Yüzü aniden dondu. Tenimde olan parmakları buz kestiğinde kanı çekilmiş gibiydi. Yutkunamadı bile.

Önüne döndüğünde anahtarı kontaktan çıkarttı ve yüzüne yerleşen ifadesizlikle hareketlendi. Arabadan inmek için hazırlık yapıyordu. Daha fazla ileri gitmeden, "Bunu mu duymak istiyorsun Karan?" diye sordum sert bir tonda. "Bunu mu istiyorsun?"

"Ben sen dışında hiçbir şey istemiyorum, Deniz Kızı," dedi genzinden gelen bir sesle. "Ben sana hiçbir zaman mecbur olmadım. Muhtaçtım."

Kelimeleri yüreğime titretti. "Senden aynı şeyi beklemek haksızlık fakat mecburluktan doğan bir evliliğe de mahkum olmanı istemiyorum."

"Her şeyi düzelteceğini söylemiştin," dedim kinayeli bir tonda. "Hiçbir şeyi düzeltmedin. Çabaladın, yalan yok. Tam her şey yoluna girecekken en başa tekrar döndük."

"Biliyorum."

"Yüreğimin sızısı olduktan sonra senden boşanmamı nasıl bekliyorsun ki Karan?"

"Boşanmak istemiyor musun?"

"Bunları konuşmak için hiçbir şey yaşamadık. Ben asıl seni tanımadım, Karan. Beni o adamla tanıştır," dediğimde kasılan vücudu aniden gevşedi. "Tanıştır. O adamı tanıyayım. Bahsettikleri Karan Ağa kimmiş bileyim. Yüreğimin sızısı olmadan Karan kimmiş bileyim. Küçükken tanıdığım Jan şimdi kim olmuş bileyim. Zühre'nin abim abim diye ağladığı, Behiçe Hanım'ın kurban olduğum oğlum dediği adam kimmiş bileyim."

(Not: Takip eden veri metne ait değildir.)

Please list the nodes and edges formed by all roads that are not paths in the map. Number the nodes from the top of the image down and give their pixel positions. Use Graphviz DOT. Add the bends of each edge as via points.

Bana doğru yaklaştığında yüzlerimiz birbirine yakınlaştı. Alnını alnıma yasladığında gözlerini kapattı. Onun kapatmasıyla ben de gözlerimi yumarken ikimiz de aynı anda yutkunduk. "Marin..." dedi acı bir sesle. "Marin." Elleri ellerimi tuttu. Sözleşme kâğıdı yeri boylarken onu umursamadım. "Tanıyacak, tanışacaksın. Bir daha aynı hataları yapmayacağım. Etmiyorum yemin falan, sana hiçbir teminat vermiyorum. Yaşayarak göreceksin ve pişman olmayacaksın. Hiçbir şeyi unutma. Bana yardımcı olma. Yüzüme bile vur. Çünkü ben seni gerçek Karan'la tanıştıracağım. Zaman ikimize de iyi gelecek."

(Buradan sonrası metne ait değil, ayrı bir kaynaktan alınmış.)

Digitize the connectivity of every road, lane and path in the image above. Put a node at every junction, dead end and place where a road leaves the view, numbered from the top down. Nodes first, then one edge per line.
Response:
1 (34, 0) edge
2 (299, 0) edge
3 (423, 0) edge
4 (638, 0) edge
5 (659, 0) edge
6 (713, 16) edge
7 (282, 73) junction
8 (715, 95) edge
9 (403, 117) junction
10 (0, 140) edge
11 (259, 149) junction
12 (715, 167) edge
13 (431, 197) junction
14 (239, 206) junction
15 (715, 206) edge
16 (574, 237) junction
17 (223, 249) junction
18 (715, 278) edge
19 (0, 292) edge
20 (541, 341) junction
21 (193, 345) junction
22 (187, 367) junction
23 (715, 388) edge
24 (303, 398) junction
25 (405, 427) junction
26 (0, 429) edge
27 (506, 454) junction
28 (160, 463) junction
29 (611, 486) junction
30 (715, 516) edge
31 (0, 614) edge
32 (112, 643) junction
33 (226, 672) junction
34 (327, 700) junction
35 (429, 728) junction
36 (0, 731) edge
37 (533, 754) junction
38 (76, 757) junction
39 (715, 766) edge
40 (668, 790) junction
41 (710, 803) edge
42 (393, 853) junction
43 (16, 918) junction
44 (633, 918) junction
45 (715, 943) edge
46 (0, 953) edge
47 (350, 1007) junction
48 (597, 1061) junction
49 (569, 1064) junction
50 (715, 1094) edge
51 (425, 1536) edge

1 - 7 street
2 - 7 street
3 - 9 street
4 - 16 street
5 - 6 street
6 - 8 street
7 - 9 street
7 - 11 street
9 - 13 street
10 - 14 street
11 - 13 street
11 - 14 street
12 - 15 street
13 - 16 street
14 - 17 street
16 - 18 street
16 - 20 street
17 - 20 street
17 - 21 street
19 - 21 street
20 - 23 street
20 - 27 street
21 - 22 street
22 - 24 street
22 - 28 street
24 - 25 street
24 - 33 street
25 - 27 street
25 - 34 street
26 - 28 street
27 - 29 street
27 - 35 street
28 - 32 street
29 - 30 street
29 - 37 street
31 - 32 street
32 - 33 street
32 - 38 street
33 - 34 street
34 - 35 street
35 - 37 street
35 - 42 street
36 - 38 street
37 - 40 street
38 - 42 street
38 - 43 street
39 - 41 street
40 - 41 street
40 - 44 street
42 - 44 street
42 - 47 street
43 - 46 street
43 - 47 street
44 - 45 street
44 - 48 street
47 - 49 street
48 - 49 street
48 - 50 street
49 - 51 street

"O zamana kadar benden kurtulmayı unut," diye fısıldadım.

"Kurtulmak mı?" dediğinde hafifçe geriye çekildi. Dilini damağına vurdu. "O nasıl laf öyle? Senden kurtulmak isteyen biri gibi mi duruyorum?! Duymamış olayım!"

Asla, asla öyle durmuyorsun ve bu benim içimi ısıtıyor Karan. Buz kalbim, hiç olmadığı kadar yanıyordu.

Benden tamamen ayrıldığında arabayı geri çalıştırdı ve adliyenin önünden ayrıldı. Yola çıktığımızda, omuzlarımın üstünden koca bir yük kalkmış gibiydi. Babama da kendime de zaman vermem gerekiyordu. Evlenmem için yaptığım oyun da beni korumak içindi. Aslında beni düşünüyordu. Çok kızgın olsam da kıyamıyordum.